There is some controversy as to whether or not too many injections may damage the joint (accelerated damage or Charcot
joints) or the local bone (avascular necrosis and osteoporosis) but other studies indicate that the injections can retard
joint damage and help preserve the joint. Frequent injections may weaken ligaments and tendons. Rarely calcification
may form in the tissue at the injection site.
The cortisone can be absorbed from the joint into the circulation. If the injections are too frequent and high
dose, then the side-effects of systemic steroids can occur such as adrenal gland suppression, weight gain, fluid retention,
hypertension, elevated blood sugar, cataracts, thin fragile skin and uterine bleeding.
There are many reasons for fatigue in persons with arthritis. One of them is drugs. Folic acid and Plaquenil do not cause
fatigue. Drowsiness is listed as a side-effect of Vioxx but the chances of it causing your fatigue are slim. You could stop
it for 2 days to see if your fatigue lessens.

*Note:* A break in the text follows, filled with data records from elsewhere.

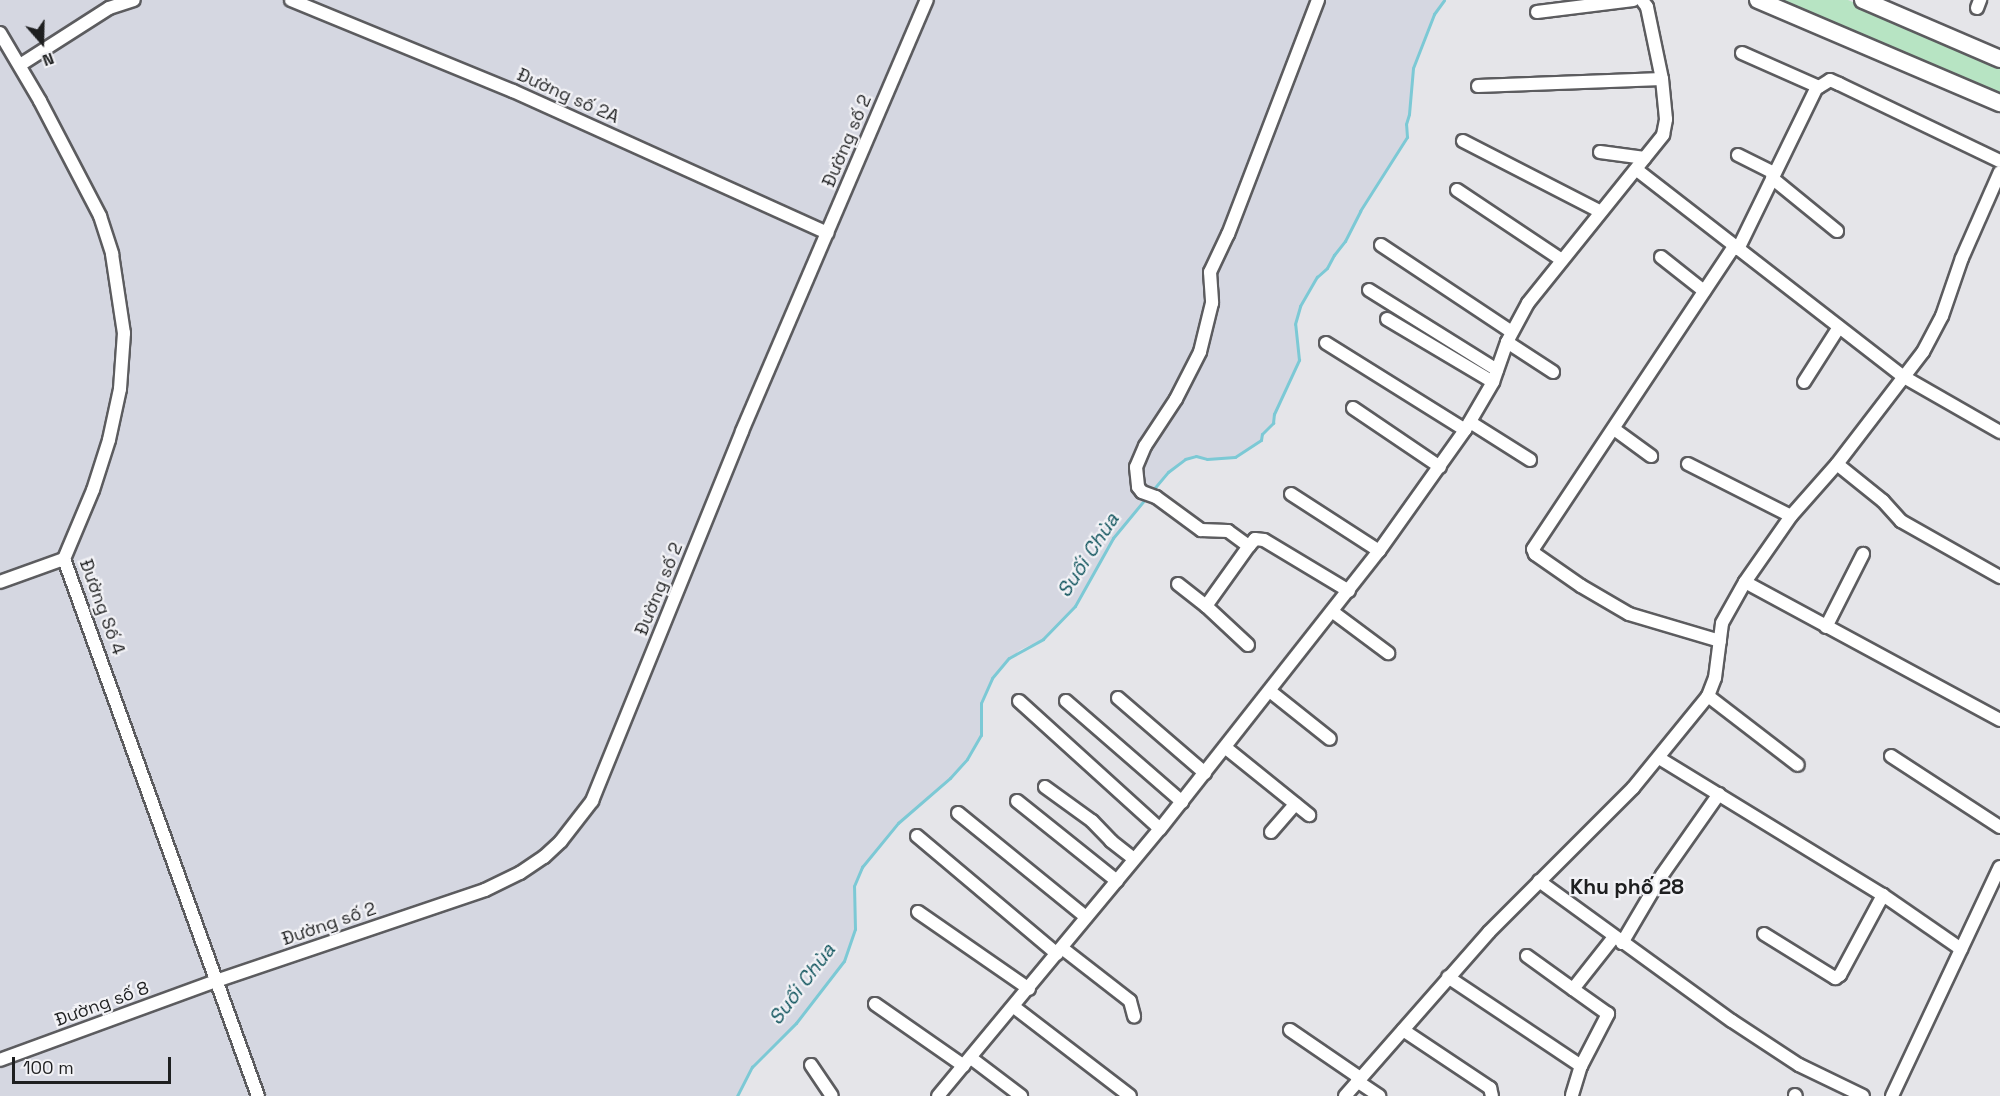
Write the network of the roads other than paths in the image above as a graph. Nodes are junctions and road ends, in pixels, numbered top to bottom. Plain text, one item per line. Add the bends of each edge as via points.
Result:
1 (134, 0) edge
2 (291, 0) edge
3 (927, 0) edge
4 (1318, 0) edge
5 (1634, 0) edge
6 (1642, 0) edge
7 (1758, 0) edge
8 (1863, 0) edge
9 (1537, 12) dead end
10 (0, 33) edge
11 (1742, 53) dead end
12 (2000, 59) edge
13 (20, 65) junction
14 (1662, 79) junction
15 (1478, 86) dead end
16 (1817, 87) junction
17 (2000, 103) edge
18 (1463, 141) dead end
19 (1600, 152) dead end
20 (1738, 155) dead end
21 (1645, 158) junction
22 (2000, 160) edge
23 (1637, 170) junction
24 (2000, 172) edge
25 (1773, 176) junction
26 (1457, 190) dead end
27 (1601, 212) junction
28 (1837, 231) dead end
29 (827, 233) junction
30 (1381, 245) dead end
31 (1736, 248) junction
32 (1661, 257) dead end
33 (1562, 260) junction
34 (1369, 290) dead end
35 (1704, 291) junction
36 (1387, 319) dead end
37 (1839, 327) junction
38 (1509, 337) junction
39 (1326, 343) dead end
40 (1497, 370) junction
41 (1553, 372) dead end
42 (1905, 377) junction
43 (1493, 382) junction
44 (1804, 382) dead end
45 (1353, 408) dead end
46 (1468, 426) junction
47 (1614, 429) junction
48 (2000, 432) edge
49 (1652, 456) dead end
50 (1530, 460) dead end
51 (1688, 464) dead end
52 (1837, 464) junction
53 (1440, 467) junction
54 (1291, 494) dead end
55 (1791, 516) junction
56 (1248, 546) junction
57 (1379, 551) junction
58 (1863, 554) dead end
59 (64, 559) junction
60 (2000, 577) edge
61 (0, 582) edge
62 (1745, 582) junction
63 (1178, 584) dead end
64 (1349, 591) junction
65 (1206, 606) junction
66 (1333, 612) junction
67 (1826, 627) junction
68 (1720, 641) junction
69 (1248, 645) dead end
70 (1388, 653) dead end
71 (1271, 692) junction
72 (1708, 696) junction
73 (1118, 698) dead end
74 (1018, 701) dead end
75 (1066, 701) dead end
76 (2000, 720) edge
77 (1330, 739) dead end
78 (1226, 748) junction
79 (1891, 756) dead end
80 (1659, 758) junction
81 (1798, 765) dead end
82 (1205, 773) junction
83 (1045, 787) dead end
84 (1719, 794) junction
85 (1017, 801) dead end
86 (1182, 802) junction
87 (1295, 804) junction
88 (958, 813) dead end
89 (1309, 815) dead end
90 (2000, 827) edge
91 (1160, 829) junction
92 (1271, 832) dead end
93 (917, 836) dead end
94 (1134, 859) junction
95 (2000, 867) edge
96 (1539, 880) junction
97 (1117, 881) junction
98 (1883, 895) junction
99 (918, 912) dead end
100 (1086, 917) junction
101 (1764, 934) dead end
102 (1618, 940) junction
103 (1961, 949) junction
104 (1060, 951) junction
105 (1527, 956) dead end
106 (1448, 977) junction
107 (216, 981) junction
108 (1029, 989) junction
109 (1573, 989) junction
110 (875, 1004) dead end
111 (1014, 1007) junction
112 (1134, 1016) dead end
113 (1290, 1030) dead end
114 (1402, 1030) junction
115 (0, 1060) edge
116 (968, 1062) junction
117 (811, 1065) dead end
118 (1581, 1066) junction
119 (1358, 1080) junction
120 (1837, 1091) edge
121 (1572, 1095) edge
122 (258, 1096) edge
123 (832, 1096) edge
124 (938, 1096) edge
125 (1021, 1096) edge
126 (1130, 1096) edge
127 (1345, 1096) edge
128 (1379, 1096) edge
129 (1492, 1096) edge
130 (1863, 1096) edge
131 (1892, 1096) edge

1 - 13 street via 109,8
2 - 29 street, Đường số 2A via 513,91
3 - 29 street, Đường số 2
4 - 56 street via 1210,272 1212,303 1200,352 1136,467 1142,492 1156,497 1201,530 1228,531
5 - 9 street
6 - 14 street via 1647,7
7 - 17 street
8 - 12 street
10 - 13 street, Đường Số 4
11 - 16 street
13 - 59 street, Đường Số 4 via 100,216 112,254 124,333 120,389 109,440
14 - 15 street
14 - 21 street via 1666,119 1663,135
16 - 22 street via 1830,80
16 - 25 street
18 - 27 street
19 - 21 street
20 - 25 street
21 - 23 street
23 - 27 street
23 - 31 street
24 - 42 street via 1962,258 1942,316
25 - 28 street
25 - 31 street
26 - 33 street
27 - 33 street
29 - 107 street, Đường số 2 via 584,814 544,857 485,890
30 - 38 street
31 - 35 street
31 - 37 street
32 - 35 street
33 - 38 street via 1528,303
34 - 40 street
35 - 47 street
36 - 43 street
37 - 42 street
37 - 44 street
38 - 40 street
38 - 41 street
39 - 46 street
40 - 43 street
42 - 48 street
42 - 52 street
43 - 46 street
45 - 53 street
46 - 50 street
46 - 53 street
47 - 49 street
47 - 68 street via 1533,545 1535,554 1629,614
51 - 55 street
52 - 55 street
52 - 60 street via 1901,521
53 - 57 street
54 - 57 street
55 - 62 street
56 - 64 street via 1255,539 1264,540
56 - 65 street
57 - 64 street
58 - 67 street
59 - 61 street
59 - 107 street, Đường Số 4
62 - 67 street
62 - 68 street via 1722,623
63 - 65 street
64 - 66 street
65 - 69 street
66 - 70 street
66 - 71 street
67 - 76 street
68 - 72 street via 1715,678
71 - 77 street
71 - 78 street
72 - 80 street
72 - 81 street
73 - 82 street
74 - 91 street
75 - 86 street
78 - 82 street
78 - 87 street
79 - 90 street
80 - 84 street
80 - 96 street
82 - 86 street
83 - 94 street via 1092,821
84 - 98 street
84 - 102 street
85 - 97 street
86 - 91 street
87 - 89 street
87 - 92 street
88 - 100 street
91 - 94 street
93 - 104 street
94 - 97 street
95 - 103 street
96 - 102 street
96 - 106 street
97 - 100 street
98 - 101 street via 1835,978
98 - 103 street
99 - 108 street
100 - 104 street
102 - 109 street
102 - 120 street
103 - 131 street
104 - 108 street
104 - 112 street via 1130,1001
105 - 109 street
106 - 114 street
106 - 118 street
107 - 115 street, Đường số 8
107 - 122 street, Đường Số 4
108 - 111 street
109 - 118 street via 1608,1014
110 - 116 street
111 - 116 street
111 - 126 street
113 - 119 street
114 - 119 street
114 - 129 street via 1490,1088
116 - 124 street
116 - 125 street
117 - 123 street
118 - 121 street
119 - 127 street
119 - 128 street
120 - 130 street

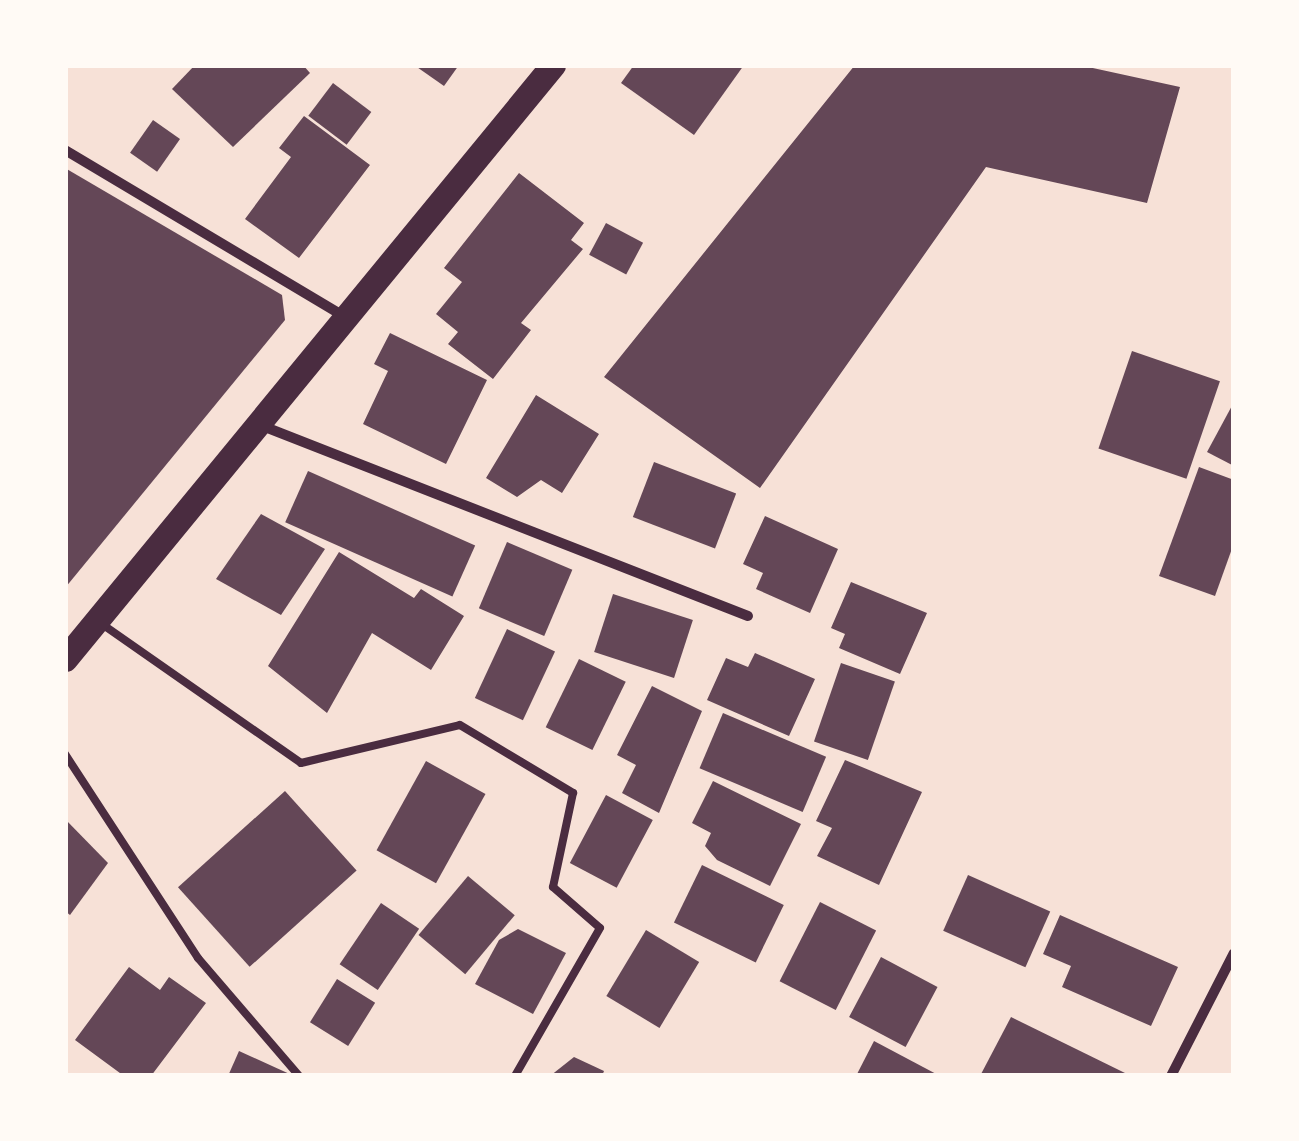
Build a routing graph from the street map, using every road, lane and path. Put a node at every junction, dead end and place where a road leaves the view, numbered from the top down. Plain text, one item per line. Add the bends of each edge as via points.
1 (552, 65) edge
2 (65, 150) edge
3 (344, 317) junction
4 (256, 423) junction
5 (748, 616) dead end
6 (96, 620) junction
7 (65, 660) edge
8 (65, 754) edge
9 (1234, 953) edge
10 (298, 1076) edge
11 (515, 1076) edge
12 (1171, 1076) edge

1 - 3 main road
2 - 3 street
3 - 4 main road
4 - 5 street
4 - 6 main road
6 - 7 main road
6 - 11 lane via 301,763 460,725 574,793 553,887 600,928
8 - 10 lane via 198,958
9 - 12 street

Of the drugs you are taking, methotrexate is the one most likely to cause fatigue. It can be associated with constant
fatigue or with post-dosing fatigue (fatigue that occurs within 24 hours of taking the methotrexate and that lasts just 1
to 2 days with or without increased muscle and joint pains). Lowering the dose of the methotrexate might help but the arthritis
might worsen.
Another anti-rheumatic drug like leflunomide could be added to this lowered dose of methotrexate if the arthritis worsens.
Taking up to twice the dose every other week instead of weekly might give more days free of fatigue. Changing the route of
administration from oral to injection or vice versa might help. I do not know of anything specific to take that would combat
the fatigue.
Arava does not work for everyone like any DMARDs or other arthritis medication.. Some patients will complain of extreme
fatigue,diarrhea,and find it less efficacious then methotrexate,when taken alone.
Some rheumatologists will have second thoughts about using leflunomide with methotrexate because of possible side effects
exibited by the two drugs in combination,but this is a individual decision based on differences in patient factors.